### Task description:
Please give back each line of the material unchanged, but without the images.

### Data for this task:

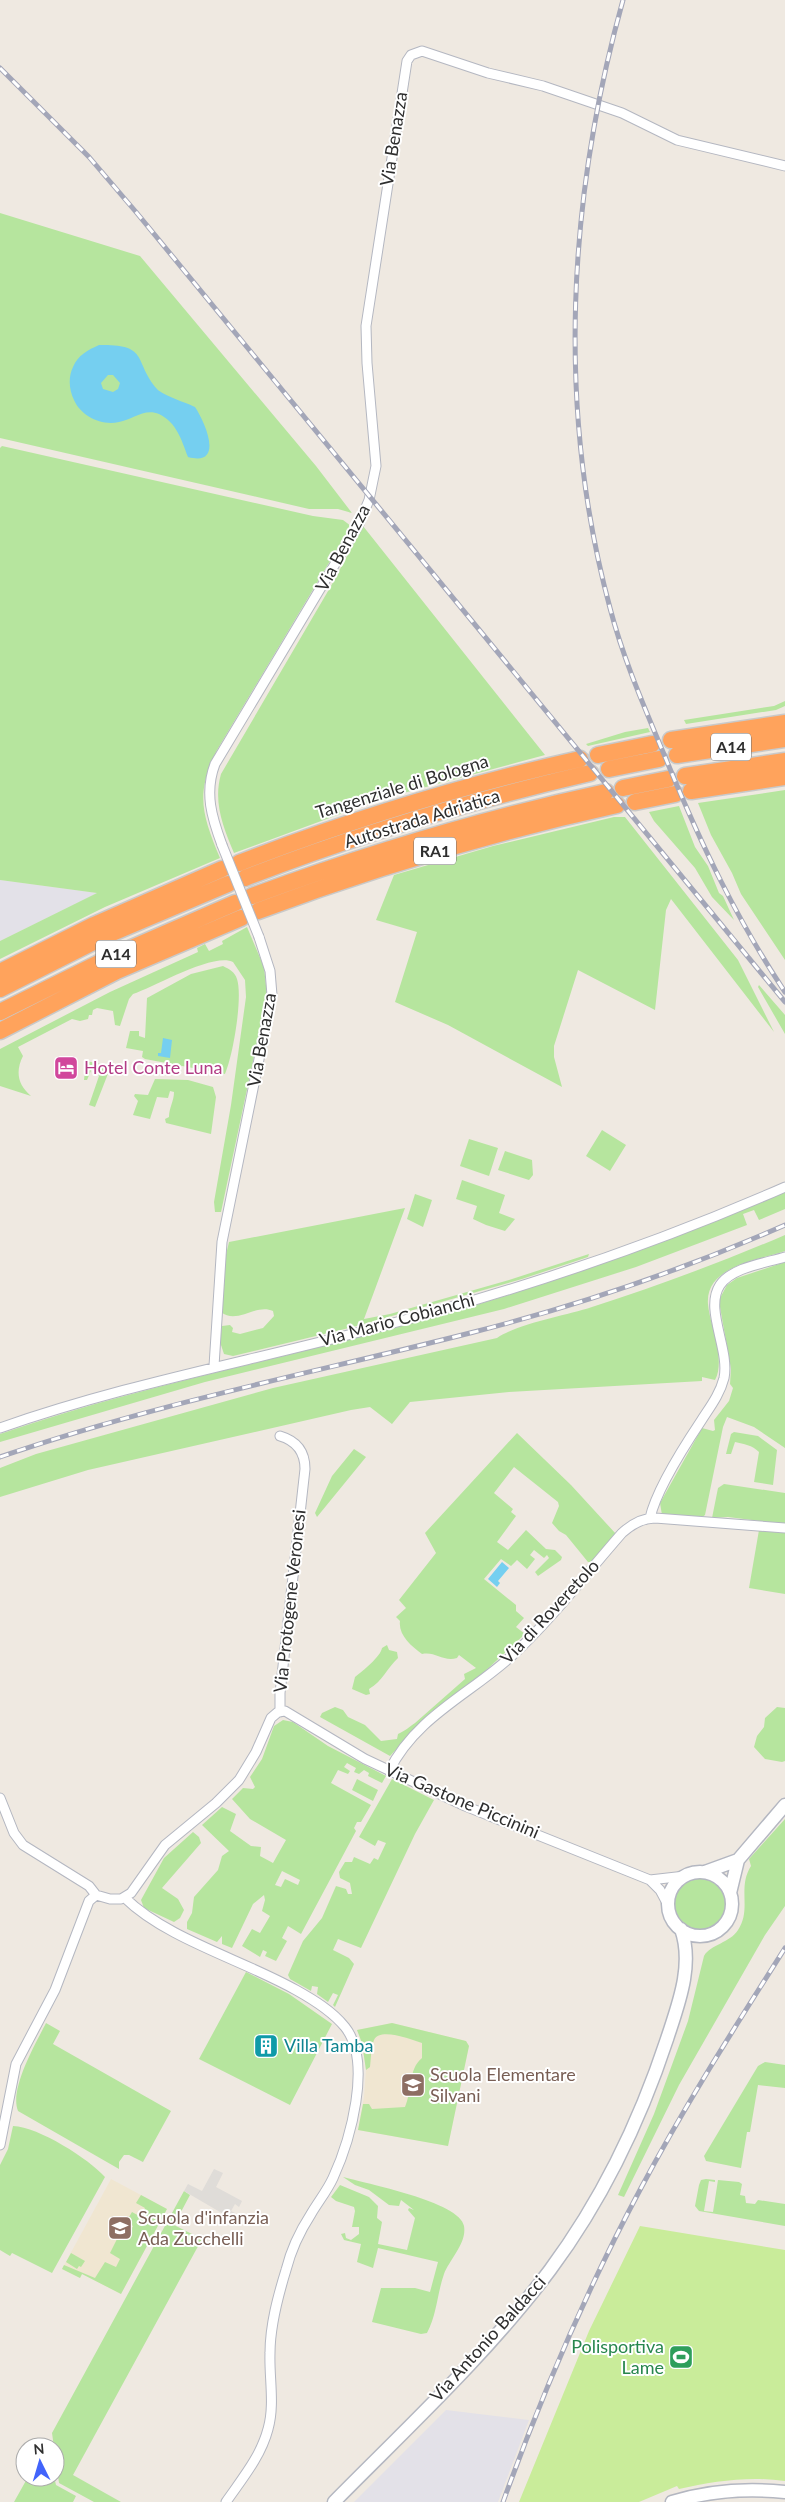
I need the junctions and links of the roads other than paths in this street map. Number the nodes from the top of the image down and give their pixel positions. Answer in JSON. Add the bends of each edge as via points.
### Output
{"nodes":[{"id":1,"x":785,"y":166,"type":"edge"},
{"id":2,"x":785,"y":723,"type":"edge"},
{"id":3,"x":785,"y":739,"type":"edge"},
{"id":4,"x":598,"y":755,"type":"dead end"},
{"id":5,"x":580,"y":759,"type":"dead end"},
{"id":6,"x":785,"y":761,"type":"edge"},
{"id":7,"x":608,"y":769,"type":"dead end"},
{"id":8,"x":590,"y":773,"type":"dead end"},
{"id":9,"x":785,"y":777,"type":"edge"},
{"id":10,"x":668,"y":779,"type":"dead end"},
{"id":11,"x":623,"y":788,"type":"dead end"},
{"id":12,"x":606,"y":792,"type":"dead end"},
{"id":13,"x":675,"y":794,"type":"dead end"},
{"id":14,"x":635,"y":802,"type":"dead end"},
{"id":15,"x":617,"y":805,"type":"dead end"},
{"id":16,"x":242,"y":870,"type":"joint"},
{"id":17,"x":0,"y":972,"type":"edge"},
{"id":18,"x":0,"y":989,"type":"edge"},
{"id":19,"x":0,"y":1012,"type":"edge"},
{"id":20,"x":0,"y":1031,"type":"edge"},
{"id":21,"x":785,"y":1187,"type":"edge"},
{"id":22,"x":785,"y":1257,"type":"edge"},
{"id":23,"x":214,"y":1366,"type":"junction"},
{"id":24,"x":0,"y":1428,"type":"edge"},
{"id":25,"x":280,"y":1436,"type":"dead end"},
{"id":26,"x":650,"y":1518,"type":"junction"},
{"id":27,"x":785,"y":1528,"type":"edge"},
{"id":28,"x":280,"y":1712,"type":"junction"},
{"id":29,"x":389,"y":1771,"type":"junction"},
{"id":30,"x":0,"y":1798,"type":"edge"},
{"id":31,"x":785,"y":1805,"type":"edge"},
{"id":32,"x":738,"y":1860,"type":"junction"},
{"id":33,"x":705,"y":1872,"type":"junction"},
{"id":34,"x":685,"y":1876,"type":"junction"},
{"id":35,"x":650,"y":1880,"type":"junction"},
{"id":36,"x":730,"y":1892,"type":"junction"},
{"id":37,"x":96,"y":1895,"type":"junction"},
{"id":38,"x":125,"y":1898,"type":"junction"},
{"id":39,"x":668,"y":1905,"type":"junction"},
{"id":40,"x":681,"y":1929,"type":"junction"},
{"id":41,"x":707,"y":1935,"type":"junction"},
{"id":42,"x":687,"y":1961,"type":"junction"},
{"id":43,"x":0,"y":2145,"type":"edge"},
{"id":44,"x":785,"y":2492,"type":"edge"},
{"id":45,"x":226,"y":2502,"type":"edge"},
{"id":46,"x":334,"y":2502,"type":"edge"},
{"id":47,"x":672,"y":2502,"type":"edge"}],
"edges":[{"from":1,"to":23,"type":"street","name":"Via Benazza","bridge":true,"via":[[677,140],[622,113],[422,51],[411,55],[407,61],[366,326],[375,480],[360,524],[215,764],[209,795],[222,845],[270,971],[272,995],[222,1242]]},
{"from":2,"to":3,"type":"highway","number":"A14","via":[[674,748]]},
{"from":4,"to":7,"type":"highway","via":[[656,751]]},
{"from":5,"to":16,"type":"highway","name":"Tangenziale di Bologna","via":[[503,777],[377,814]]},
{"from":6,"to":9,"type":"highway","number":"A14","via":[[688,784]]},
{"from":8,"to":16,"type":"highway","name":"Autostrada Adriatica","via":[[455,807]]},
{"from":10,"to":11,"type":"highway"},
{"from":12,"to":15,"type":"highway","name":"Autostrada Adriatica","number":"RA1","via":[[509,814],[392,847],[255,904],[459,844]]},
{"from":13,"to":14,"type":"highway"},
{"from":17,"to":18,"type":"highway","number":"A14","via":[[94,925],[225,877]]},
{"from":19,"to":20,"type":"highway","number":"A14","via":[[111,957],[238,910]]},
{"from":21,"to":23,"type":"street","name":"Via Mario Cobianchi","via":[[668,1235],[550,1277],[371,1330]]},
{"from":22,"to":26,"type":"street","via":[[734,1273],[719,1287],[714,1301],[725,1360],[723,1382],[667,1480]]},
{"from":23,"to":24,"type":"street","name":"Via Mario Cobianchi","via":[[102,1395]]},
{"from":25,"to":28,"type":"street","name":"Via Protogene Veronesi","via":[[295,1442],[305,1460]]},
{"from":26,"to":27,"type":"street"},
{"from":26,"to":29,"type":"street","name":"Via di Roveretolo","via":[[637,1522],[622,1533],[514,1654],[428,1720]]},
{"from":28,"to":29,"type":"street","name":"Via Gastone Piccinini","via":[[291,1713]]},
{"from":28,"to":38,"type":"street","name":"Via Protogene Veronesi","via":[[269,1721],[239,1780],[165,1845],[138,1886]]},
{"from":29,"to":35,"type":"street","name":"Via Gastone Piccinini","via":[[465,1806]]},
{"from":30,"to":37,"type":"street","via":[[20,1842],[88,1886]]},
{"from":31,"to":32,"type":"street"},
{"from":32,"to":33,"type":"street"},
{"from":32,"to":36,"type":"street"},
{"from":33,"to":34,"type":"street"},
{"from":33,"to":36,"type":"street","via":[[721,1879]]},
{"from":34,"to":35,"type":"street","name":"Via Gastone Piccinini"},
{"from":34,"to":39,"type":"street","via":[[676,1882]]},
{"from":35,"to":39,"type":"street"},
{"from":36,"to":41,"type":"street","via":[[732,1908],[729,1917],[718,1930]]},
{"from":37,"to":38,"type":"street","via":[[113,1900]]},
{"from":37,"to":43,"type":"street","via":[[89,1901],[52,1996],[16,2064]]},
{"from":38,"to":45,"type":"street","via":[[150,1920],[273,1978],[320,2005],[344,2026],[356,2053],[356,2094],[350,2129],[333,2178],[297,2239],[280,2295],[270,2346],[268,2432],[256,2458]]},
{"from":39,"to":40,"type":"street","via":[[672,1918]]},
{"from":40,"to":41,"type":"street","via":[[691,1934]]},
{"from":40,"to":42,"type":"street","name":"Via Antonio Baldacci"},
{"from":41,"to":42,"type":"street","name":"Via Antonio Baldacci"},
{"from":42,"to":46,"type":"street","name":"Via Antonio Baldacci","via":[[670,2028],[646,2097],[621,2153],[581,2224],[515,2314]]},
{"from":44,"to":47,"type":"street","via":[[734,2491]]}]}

### Solution to the problem:
I need the junctions and links of the roads other than paths in this street map. Number the nodes from the top of the image down and give their pixel positions. Answer in JSON. Add the bends of each edge as via points.
### Output
{"nodes":[{"id":1,"x":785,"y":166,"type":"edge"},
{"id":2,"x":785,"y":723,"type":"edge"},
{"id":3,"x":785,"y":739,"type":"edge"},
{"id":4,"x":598,"y":755,"type":"dead end"},
{"id":5,"x":580,"y":759,"type":"dead end"},
{"id":6,"x":785,"y":761,"type":"edge"},
{"id":7,"x":608,"y":769,"type":"dead end"},
{"id":8,"x":590,"y":773,"type":"dead end"},
{"id":9,"x":785,"y":777,"type":"edge"},
{"id":10,"x":668,"y":779,"type":"dead end"},
{"id":11,"x":623,"y":788,"type":"dead end"},
{"id":12,"x":606,"y":792,"type":"dead end"},
{"id":13,"x":675,"y":794,"type":"dead end"},
{"id":14,"x":635,"y":802,"type":"dead end"},
{"id":15,"x":617,"y":805,"type":"dead end"},
{"id":16,"x":242,"y":870,"type":"joint"},
{"id":17,"x":0,"y":972,"type":"edge"},
{"id":18,"x":0,"y":989,"type":"edge"},
{"id":19,"x":0,"y":1012,"type":"edge"},
{"id":20,"x":0,"y":1031,"type":"edge"},
{"id":21,"x":785,"y":1187,"type":"edge"},
{"id":22,"x":785,"y":1257,"type":"edge"},
{"id":23,"x":214,"y":1366,"type":"junction"},
{"id":24,"x":0,"y":1428,"type":"edge"},
{"id":25,"x":280,"y":1436,"type":"dead end"},
{"id":26,"x":650,"y":1518,"type":"junction"},
{"id":27,"x":785,"y":1528,"type":"edge"},
{"id":28,"x":280,"y":1712,"type":"junction"},
{"id":29,"x":389,"y":1771,"type":"junction"},
{"id":30,"x":0,"y":1798,"type":"edge"},
{"id":31,"x":785,"y":1805,"type":"edge"},
{"id":32,"x":738,"y":1860,"type":"junction"},
{"id":33,"x":705,"y":1872,"type":"junction"},
{"id":34,"x":685,"y":1876,"type":"junction"},
{"id":35,"x":650,"y":1880,"type":"junction"},
{"id":36,"x":730,"y":1892,"type":"junction"},
{"id":37,"x":96,"y":1895,"type":"junction"},
{"id":38,"x":125,"y":1898,"type":"junction"},
{"id":39,"x":668,"y":1905,"type":"junction"},
{"id":40,"x":681,"y":1929,"type":"junction"},
{"id":41,"x":707,"y":1935,"type":"junction"},
{"id":42,"x":687,"y":1961,"type":"junction"},
{"id":43,"x":0,"y":2145,"type":"edge"},
{"id":44,"x":785,"y":2492,"type":"edge"},
{"id":45,"x":226,"y":2502,"type":"edge"},
{"id":46,"x":334,"y":2502,"type":"edge"},
{"id":47,"x":672,"y":2502,"type":"edge"}],
"edges":[{"from":1,"to":23,"type":"street","name":"Via Benazza","bridge":true,"via":[[677,140],[622,113],[422,51],[411,55],[407,61],[366,326],[375,480],[360,524],[215,764],[209,795],[222,845],[270,971],[272,995],[222,1242]]},
{"from":2,"to":3,"type":"highway","number":"A14","via":[[674,748]]},
{"from":4,"to":7,"type":"highway","via":[[656,751]]},
{"from":5,"to":16,"type":"highway","name":"Tangenziale di Bologna","via":[[503,777],[377,814]]},
{"from":6,"to":9,"type":"highway","number":"A14","via":[[688,784]]},
{"from":8,"to":16,"type":"highway","name":"Autostrada Adriatica","via":[[455,807]]},
{"from":10,"to":11,"type":"highway"},
{"from":12,"to":15,"type":"highway","name":"Autostrada Adriatica","number":"RA1","via":[[509,814],[392,847],[255,904],[459,844]]},
{"from":13,"to":14,"type":"highway"},
{"from":17,"to":18,"type":"highway","number":"A14","via":[[94,925],[225,877]]},
{"from":19,"to":20,"type":"highway","number":"A14","via":[[111,957],[238,910]]},
{"from":21,"to":23,"type":"street","name":"Via Mario Cobianchi","via":[[668,1235],[550,1277],[371,1330]]},
{"from":22,"to":26,"type":"street","via":[[734,1273],[719,1287],[714,1301],[725,1360],[723,1382],[667,1480]]},
{"from":23,"to":24,"type":"street","name":"Via Mario Cobianchi","via":[[102,1395]]},
{"from":25,"to":28,"type":"street","name":"Via Protogene Veronesi","via":[[295,1442],[305,1460]]},
{"from":26,"to":27,"type":"street"},
{"from":26,"to":29,"type":"street","name":"Via di Roveretolo","via":[[637,1522],[622,1533],[514,1654],[428,1720]]},
{"from":28,"to":29,"type":"street","name":"Via Gastone Piccinini","via":[[291,1713]]},
{"from":28,"to":38,"type":"street","name":"Via Protogene Veronesi","via":[[269,1721],[239,1780],[165,1845],[138,1886]]},
{"from":29,"to":35,"type":"street","name":"Via Gastone Piccinini","via":[[465,1806]]},
{"from":30,"to":37,"type":"street","via":[[20,1842],[88,1886]]},
{"from":31,"to":32,"type":"street"},
{"from":32,"to":33,"type":"street"},
{"from":32,"to":36,"type":"street"},
{"from":33,"to":34,"type":"street"},
{"from":33,"to":36,"type":"street","via":[[721,1879]]},
{"from":34,"to":35,"type":"street","name":"Via Gastone Piccinini"},
{"from":34,"to":39,"type":"street","via":[[676,1882]]},
{"from":35,"to":39,"type":"street"},
{"from":36,"to":41,"type":"street","via":[[732,1908],[729,1917],[718,1930]]},
{"from":37,"to":38,"type":"street","via":[[113,1900]]},
{"from":37,"to":43,"type":"street","via":[[89,1901],[52,1996],[16,2064]]},
{"from":38,"to":45,"type":"street","via":[[150,1920],[273,1978],[320,2005],[344,2026],[356,2053],[356,2094],[350,2129],[333,2178],[297,2239],[280,2295],[270,2346],[268,2432],[256,2458]]},
{"from":39,"to":40,"type":"street","via":[[672,1918]]},
{"from":40,"to":41,"type":"street","via":[[691,1934]]},
{"from":40,"to":42,"type":"street","name":"Via Antonio Baldacci"},
{"from":41,"to":42,"type":"street","name":"Via Antonio Baldacci"},
{"from":42,"to":46,"type":"street","name":"Via Antonio Baldacci","via":[[670,2028],[646,2097],[621,2153],[581,2224],[515,2314]]},
{"from":44,"to":47,"type":"street","via":[[734,2491]]}]}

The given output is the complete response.